++++ Records for this exercise

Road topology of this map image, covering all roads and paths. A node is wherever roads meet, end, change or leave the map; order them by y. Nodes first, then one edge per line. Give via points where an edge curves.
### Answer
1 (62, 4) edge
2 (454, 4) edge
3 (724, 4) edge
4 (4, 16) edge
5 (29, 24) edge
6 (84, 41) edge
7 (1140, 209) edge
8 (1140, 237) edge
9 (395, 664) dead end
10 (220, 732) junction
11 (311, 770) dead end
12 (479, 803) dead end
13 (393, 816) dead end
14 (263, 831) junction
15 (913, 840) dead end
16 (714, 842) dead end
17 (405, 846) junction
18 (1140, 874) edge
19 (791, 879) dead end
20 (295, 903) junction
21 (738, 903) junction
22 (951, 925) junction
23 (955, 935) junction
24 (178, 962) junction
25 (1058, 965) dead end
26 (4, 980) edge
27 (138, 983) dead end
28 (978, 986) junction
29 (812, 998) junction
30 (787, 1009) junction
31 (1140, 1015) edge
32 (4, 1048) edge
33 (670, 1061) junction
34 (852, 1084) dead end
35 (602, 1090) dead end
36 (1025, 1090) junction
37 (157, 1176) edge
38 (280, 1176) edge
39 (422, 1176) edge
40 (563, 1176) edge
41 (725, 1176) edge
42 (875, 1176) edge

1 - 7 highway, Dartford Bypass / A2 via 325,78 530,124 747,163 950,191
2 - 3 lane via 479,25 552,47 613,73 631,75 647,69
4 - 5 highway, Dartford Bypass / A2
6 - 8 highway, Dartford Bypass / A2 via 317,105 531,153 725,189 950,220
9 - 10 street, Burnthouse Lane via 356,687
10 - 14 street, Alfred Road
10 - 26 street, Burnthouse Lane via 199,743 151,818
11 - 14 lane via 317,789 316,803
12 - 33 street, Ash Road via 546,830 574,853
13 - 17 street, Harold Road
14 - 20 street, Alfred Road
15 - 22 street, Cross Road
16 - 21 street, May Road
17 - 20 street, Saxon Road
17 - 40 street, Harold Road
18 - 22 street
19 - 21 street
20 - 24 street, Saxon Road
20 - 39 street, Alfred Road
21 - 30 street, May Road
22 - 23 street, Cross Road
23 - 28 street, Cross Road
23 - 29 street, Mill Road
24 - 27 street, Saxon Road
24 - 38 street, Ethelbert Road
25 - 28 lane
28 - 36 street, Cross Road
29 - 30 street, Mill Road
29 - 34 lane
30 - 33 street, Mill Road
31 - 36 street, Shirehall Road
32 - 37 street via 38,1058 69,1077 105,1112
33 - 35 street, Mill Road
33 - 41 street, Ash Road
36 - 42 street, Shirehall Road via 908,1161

++++++++

To do ->
Would you write out the whole listing word for word?

The completed task ->
Road topology of this map image, covering all roads and paths. A node is wherever roads meet, end, change or leave the map; order them by y. Nodes first, then one edge per line. Give via points where an edge curves.
### Answer
1 (62, 4) edge
2 (454, 4) edge
3 (724, 4) edge
4 (4, 16) edge
5 (29, 24) edge
6 (84, 41) edge
7 (1140, 209) edge
8 (1140, 237) edge
9 (395, 664) dead end
10 (220, 732) junction
11 (311, 770) dead end
12 (479, 803) dead end
13 (393, 816) dead end
14 (263, 831) junction
15 (913, 840) dead end
16 (714, 842) dead end
17 (405, 846) junction
18 (1140, 874) edge
19 (791, 879) dead end
20 (295, 903) junction
21 (738, 903) junction
22 (951, 925) junction
23 (955, 935) junction
24 (178, 962) junction
25 (1058, 965) dead end
26 (4, 980) edge
27 (138, 983) dead end
28 (978, 986) junction
29 (812, 998) junction
30 (787, 1009) junction
31 (1140, 1015) edge
32 (4, 1048) edge
33 (670, 1061) junction
34 (852, 1084) dead end
35 (602, 1090) dead end
36 (1025, 1090) junction
37 (157, 1176) edge
38 (280, 1176) edge
39 (422, 1176) edge
40 (563, 1176) edge
41 (725, 1176) edge
42 (875, 1176) edge

1 - 7 highway, Dartford Bypass / A2 via 325,78 530,124 747,163 950,191
2 - 3 lane via 479,25 552,47 613,73 631,75 647,69
4 - 5 highway, Dartford Bypass / A2
6 - 8 highway, Dartford Bypass / A2 via 317,105 531,153 725,189 950,220
9 - 10 street, Burnthouse Lane via 356,687
10 - 14 street, Alfred Road
10 - 26 street, Burnthouse Lane via 199,743 151,818
11 - 14 lane via 317,789 316,803
12 - 33 street, Ash Road via 546,830 574,853
13 - 17 street, Harold Road
14 - 20 street, Alfred Road
15 - 22 street, Cross Road
16 - 21 street, May Road
17 - 20 street, Saxon Road
17 - 40 street, Harold Road
18 - 22 street
19 - 21 street
20 - 24 street, Saxon Road
20 - 39 street, Alfred Road
21 - 30 street, May Road
22 - 23 street, Cross Road
23 - 28 street, Cross Road
23 - 29 street, Mill Road
24 - 27 street, Saxon Road
24 - 38 street, Ethelbert Road
25 - 28 lane
28 - 36 street, Cross Road
29 - 30 street, Mill Road
29 - 34 lane
30 - 33 street, Mill Road
31 - 36 street, Shirehall Road
32 - 37 street via 38,1058 69,1077 105,1112
33 - 35 street, Mill Road
33 - 41 street, Ash Road
36 - 42 street, Shirehall Road via 908,1161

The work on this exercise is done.